# Using PS3 with monitor



## Velros (Feb 25, 2009)

I am not sure if this will be considered the "wrong" section, I feel its more appropriate in this section then gaming. Sorry if I am wrong.

I am planning to purchase a monitor for using with both my Laptop and my PS3. The reason for a monitor instead of a TV is that my price is limited, might as well kill two birds with one stone, and I never watch TV, I stream and download.

I have browsed a few threads around the web and discovered the following;

1.DVI input on a monitor can be used with the PS3's HDMI out, just need the correct cable. (HDMI-DVI)Is it that simple?

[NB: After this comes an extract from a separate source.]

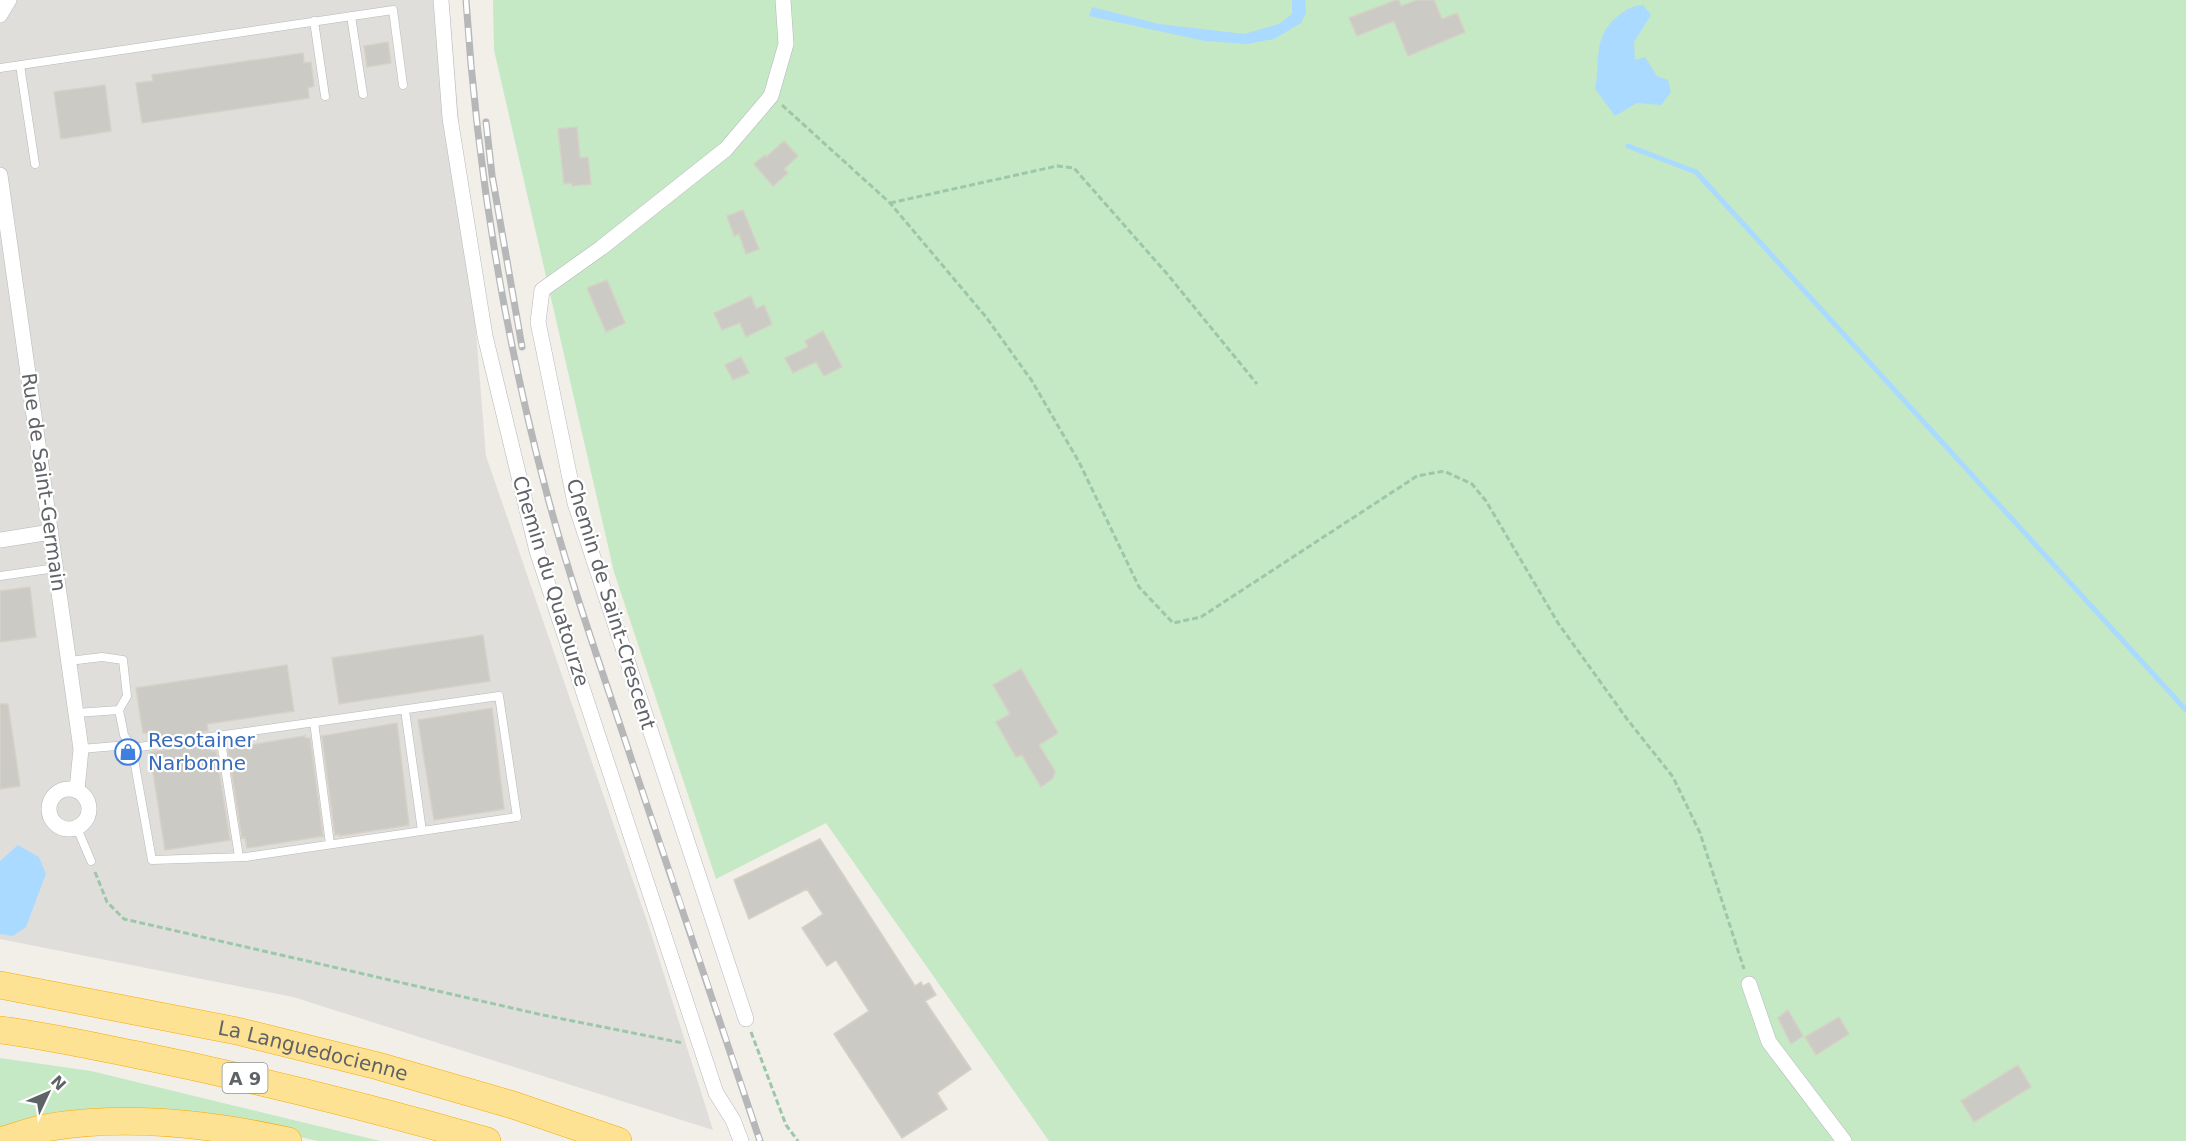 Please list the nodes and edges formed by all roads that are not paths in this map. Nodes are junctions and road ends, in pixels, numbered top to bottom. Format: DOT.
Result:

2.The screen ratio of a monitor is slightly off that of what the PS3 outputs. So my first question is how do I get around this? can I? or is it even that big of a deal?I read that some monitors auto adjust or can be adjusted accordingly?

3.Another problem people seem to have is that sometimes depending on the monitor the PS3/Monitor support a different frequency. If someone would to be as kind as to explain to me what the PS3 does support and if any of the links I provide can/can not support the PS3 on them.

4.If all succeeds, would the monitor be distance-friendly for gaming on the PS3? Or do I have to sit 2 inches from the screen? 

5.Is there anything else I should take into consideration before spending nearly €200?

Here are the two monitors and their info;
Monitor 1
Monitor 2


Any other info or questions required?just ask!
Any help is very much appreciated. Thank you,


----------